Idealized MediaStream Design
Idealized MediaStream Design in Chrome
Designed November 2013 by the Piranha Plant team. Document author joi@chromium.org.
Introduction
This document describes the idealized design for MediaStreams (local and remote) that we are aiming for in Chrome. By idealized we mean that this is not the current design at the time of writing, but rather the design we want to incrementally move towards.
Background
The MediaStream specification has evolved from being focused around PeerConnections for sending media to remote endpoints and <audio> and <video> tags for local playback, to a spec where streaming media can have multiple different endpoints, including the above as well as recording and WebAudio and possibly more in the future.
Because of this heritage, Chrome’s current implementation of MediaStreams is heavily dependent on libjingle, even for streams that are neither sent nor received via a PeerConnection.
At the same time, the specification now seems relatively stable, and we are aware of various things we will want to be able to achieve in the near future that the current design is not well-suited for (examples include relaying, hardware capture devices that can encode directly to a transport encoding, hardware decoders that can directly render media, embedder-specific features that wish to act as endpoints for streaming media, and more).

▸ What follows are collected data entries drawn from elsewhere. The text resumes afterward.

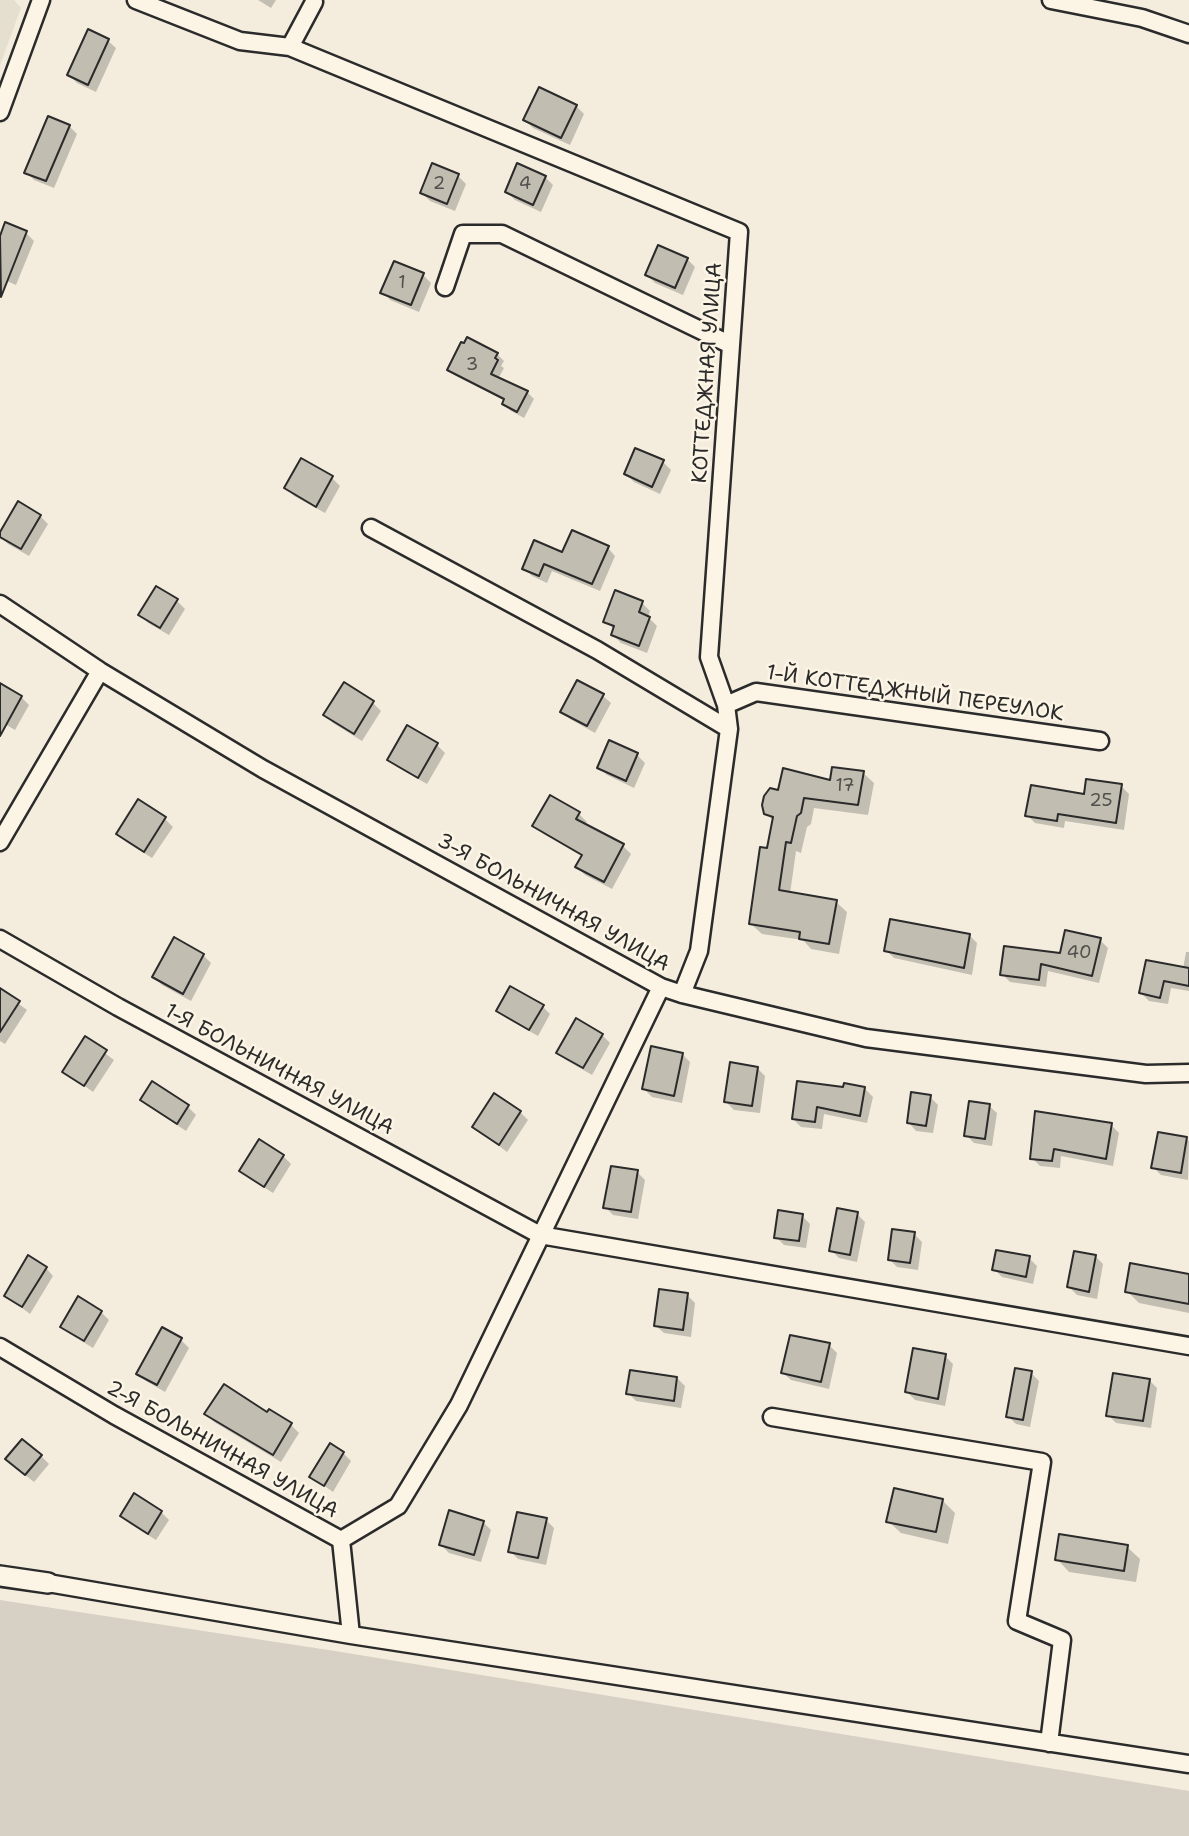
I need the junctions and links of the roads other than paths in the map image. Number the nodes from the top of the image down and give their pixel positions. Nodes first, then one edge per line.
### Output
1 (41, 0) edge
2 (136, 0) edge
3 (1051, 0) edge
4 (314, 2) dead end
5 (1189, 34) edge
6 (289, 47) junction
7 (0, 112) edge
8 (445, 287) dead end
9 (731, 345) junction
10 (372, 528) dead end
11 (0, 604) edge
12 (100, 671) junction
13 (726, 705) junction
14 (729, 729) junction
15 (1100, 741) dead end
16 (0, 842) edge
17 (0, 939) edge
18 (661, 987) junction
19 (682, 994) junction
20 (1189, 1073) edge
21 (540, 1235) junction
22 (1189, 1346) edge
23 (0, 1347) edge
24 (772, 1417) dead end
25 (341, 1540) junction
26 (0, 1576) edge
27 (48, 1583) joint
28 (351, 1635) junction
29 (1049, 1743) junction
30 (1189, 1765) edge

1 - 7 street
2 - 6 street
3 - 5 street
4 - 6 street
6 - 9 street, КОТТЕДЖНАЯ УЛИЦА
8 - 9 street
9 - 13 street, КОТТЕДЖНАЯ УЛИЦА
10 - 14 street
11 - 12 street, 3-Я БОЛЬНИЧНАЯ УЛИЦА
12 - 16 street
12 - 18 street, 3-Я БОЛЬНИЧНАЯ УЛИЦА
13 - 14 street, КОТТЕДЖНАЯ УЛИЦА
13 - 15 street, 1-Й КОТТЕДЖНЫЙ ПЕРЕУЛОК
14 - 19 street, КОТТЕДЖНАЯ УЛИЦА
17 - 21 street, 1-Я БОЛЬНИЧНАЯ УЛИЦА
18 - 19 street, 3-Я БОЛЬНИЧНАЯ УЛИЦА
18 - 21 street
19 - 20 street, 3-Я БОЛЬНИЧНАЯ УЛИЦА
21 - 22 street, 1-Я БОЛЬНИЧНАЯ УЛИЦА
21 - 25 street
23 - 25 street, 2-Я БОЛЬНИЧНАЯ УЛИЦА
24 - 29 street
25 - 28 street, 2-Я БОЛЬНИЧНАЯ УЛИЦА
26 - 27 street
27 - 28 street
28 - 29 street
29 - 30 street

This document assumes familiarity with the MediaStream and PeerConnection HTML5 specifications, with Chrome's multi-process architecture, its Content, Blink](/blink) and Media layers, as well as common abstractions and approaches to threading.
Objectives
Objectives include:
Create the simplest design that will support features we expect to need in
the future (see background section).
Make life easier for Chrome developers using MediaStream.
Improve quality, maintainability and readability/understandability of the
MediaStream code.
Limit use of libjingle to Chrome’s implementation of PeerConnection.
Balance concerns and priorities of the different teams that are or will be
using MediaStreams in Chrome.
Do the above without hurting our ability to produce the WebRTC.org
deliverables, and without hurting interoperability between Chrome and
software built on the WebRTC.org deliverables.
Design
Sources, Tracks and Sinks
Figure 1 - Overview of Sources, Tracks and Sinks. Local media capture assumed.
The main Blink-side concepts related to MediaStreams will remain as-is. These are WebMediaStream, WebMediaStreamTrack, and WebMediaStreamSource.
In Content, there will be a content::MediaStreamTrack and content::MediaStreamSource, each with Audio and Video subclasses and each available to higher levels through the Content API. These will be directly owned by their Blink counterparts via their ExtraData field.
A MediaStream is mostly just a collection of tracks and sources. The Blink-side representation of this collection should be sufficient, with no need for this collection concept in Content.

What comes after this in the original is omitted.